On March 10, the Supreme Court said a balance has to be struck between warding against misinformation online and protecting citizens’ right to free speech. The context was the Centre’s attempts to defend the 2023 IT Rules: when the comedian Kunal Kamra asked who would decide if online content is “fake or misleading”, the Centre said, “When we see it, we know it is fake”.

The case has been led by Kamra, the Editors Guild of India, and other petitioners and in its course the Bombay High Court and the Supreme Court have been asked to weigh the constitutionality of a "Fact-Check Unit" (FCU) mandated by the national government. The petitioners have argued that giving the government the power to flag “fake, false or misleading” information will have a chilling effect on free speech and that the provisions turn the state into a judge in its own cause. The Centre’s defence — “known it when we see it” — is, as both history and data science show, a recipe for disaster.

Solicitor general Tushar Mehta, who offered the defence on the Centre’s behalf, is likely to know that the line echoes a chaotic chapter in American legal history. In the 1964 case Jacobellis v. Ohio, US Supreme Court Justice Potter Stewart had to define obscenity. But frustrated by the lack of a precise legal definition, he famously wrote in his concurrence: “I shall not today attempt further to define the kinds of material I understand to be embraced within that shorthand description; and perhaps I could never succeed in intelligibly doing so. But I know it when I see it.”

The legacy of this little statement was a big mess. If a Supreme Court Justice couldn’t articulate a clear standard, it was clearly folly to expect local police and juries to do so — more so since what passed for art in Manhattan could lead to a prison sentence in rural Georgia. The immediate result was different federal circuit courts applying different tests, creating a patchwork of legal outcomes across the country. Inevitably, the situation descended into the absurd: throughout the late 1960s, US Supreme Court Justices regularly screened films to determine if they were “obscene” in a projection room at the Court, literally deciding the law based on their own instincts and physiological reactions.

By 1973, the Court realised this was unworkable. In Miller v. California, it established a three-part framework known since as the Miller test. It asked whether the average person, applying “contemporary community standards”, would find the work to be prurient; whether it depicts sexual conduct in a “patently offensive” way; and whether it lacks serious literary, artistic, political, or scientific value (a.k.a. the SLAPS test).

But since even this framework lacked a universal standard, the potential for harm persisted. For instance, because “community standards” were local, federal prosecutors in the 1980s and 1990s began a practice called jurisdiction shopping: they would carefully prosecute distributors in the most conservative parts of the country for material that was actually sold nationwide. The practice then forced businesses to calibrate their content to the most restrictive local market in the country in order to avoid jail time — a sort of regression to the most conservative position.

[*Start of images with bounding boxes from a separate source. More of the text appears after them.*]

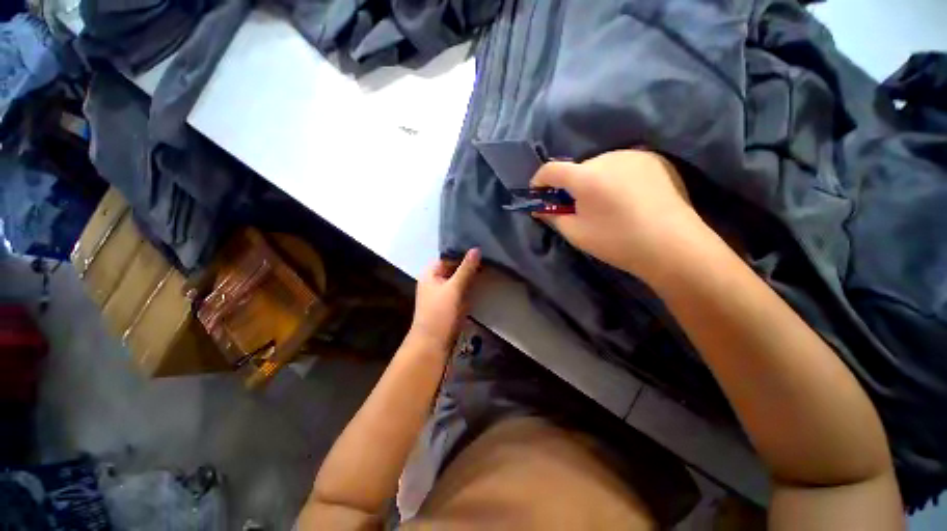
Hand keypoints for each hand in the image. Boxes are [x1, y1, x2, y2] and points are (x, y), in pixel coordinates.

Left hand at [409, 249, 480, 352]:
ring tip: (489, 266)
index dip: (463, 252)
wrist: (432, 344)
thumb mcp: (454, 288)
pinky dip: (470, 286)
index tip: (481, 249)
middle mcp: (435, 280)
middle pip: (453, 267)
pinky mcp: (449, 303)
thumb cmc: (440, 313)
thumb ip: (466, 269)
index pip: (448, 256)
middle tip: (489, 257)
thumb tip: (476, 249)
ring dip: (471, 275)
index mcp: (430, 273)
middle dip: (469, 264)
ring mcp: (442, 292)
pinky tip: (482, 282)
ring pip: (458, 279)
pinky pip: (461, 290)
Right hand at [532, 149, 705, 281]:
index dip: (539, 180)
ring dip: (594, 180)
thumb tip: (540, 208)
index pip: (552, 169)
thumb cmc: (617, 242)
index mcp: (586, 177)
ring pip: (601, 165)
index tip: (538, 192)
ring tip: (605, 203)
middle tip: (576, 207)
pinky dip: (615, 178)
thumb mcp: (576, 234)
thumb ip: (553, 216)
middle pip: (578, 168)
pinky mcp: (654, 159)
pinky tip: (626, 198)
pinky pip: (622, 165)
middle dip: (571, 185)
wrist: (673, 246)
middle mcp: (608, 157)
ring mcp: (634, 155)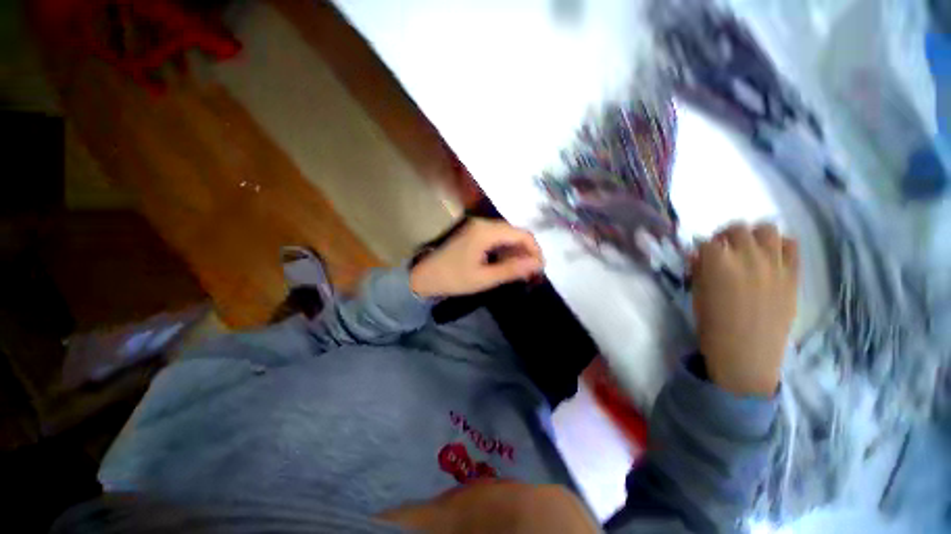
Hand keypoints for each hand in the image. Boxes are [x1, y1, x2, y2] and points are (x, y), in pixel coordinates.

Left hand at [410, 219, 544, 297]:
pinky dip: (505, 251)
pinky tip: (507, 264)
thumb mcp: (484, 278)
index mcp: (486, 231)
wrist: (424, 277)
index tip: (540, 269)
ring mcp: (478, 227)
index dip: (535, 250)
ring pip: (507, 236)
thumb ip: (512, 270)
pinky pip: (497, 238)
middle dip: (527, 252)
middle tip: (531, 273)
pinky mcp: (475, 234)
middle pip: (515, 233)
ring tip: (521, 272)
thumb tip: (537, 265)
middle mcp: (484, 224)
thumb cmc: (453, 279)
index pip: (522, 234)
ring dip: (516, 252)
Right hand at [691, 223, 798, 396]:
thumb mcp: (697, 295)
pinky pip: (791, 246)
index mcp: (717, 263)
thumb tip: (701, 256)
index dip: (703, 247)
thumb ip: (700, 270)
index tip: (702, 255)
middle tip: (723, 249)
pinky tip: (771, 256)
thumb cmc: (712, 325)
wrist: (746, 354)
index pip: (708, 241)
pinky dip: (780, 245)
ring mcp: (774, 264)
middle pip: (737, 229)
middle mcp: (747, 256)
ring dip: (754, 235)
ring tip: (749, 249)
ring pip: (767, 230)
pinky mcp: (792, 275)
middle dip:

The “know it when I see it” heuristic ultimately became meaningless with the coming of the internet, which allowed content producers to be located in California even as their content is served in Alabama, thus confusing the notion of ‘community’ and the resulting community standards. Federal prosecutors were eventually forced to abandon most obscenity cases altogether and shift their focus to child exploitation, which is prohibited regardless of location or community.

India’s proposed FCU threatens to play through this same history of failures. And it will begin as a patchwork of censorship that will depend on who’s looking at a screen when a certain clip is playing.

But the fact is nobody has to know it just by seeing it. Data science and international regulations today offer testable ways to identify misinformation.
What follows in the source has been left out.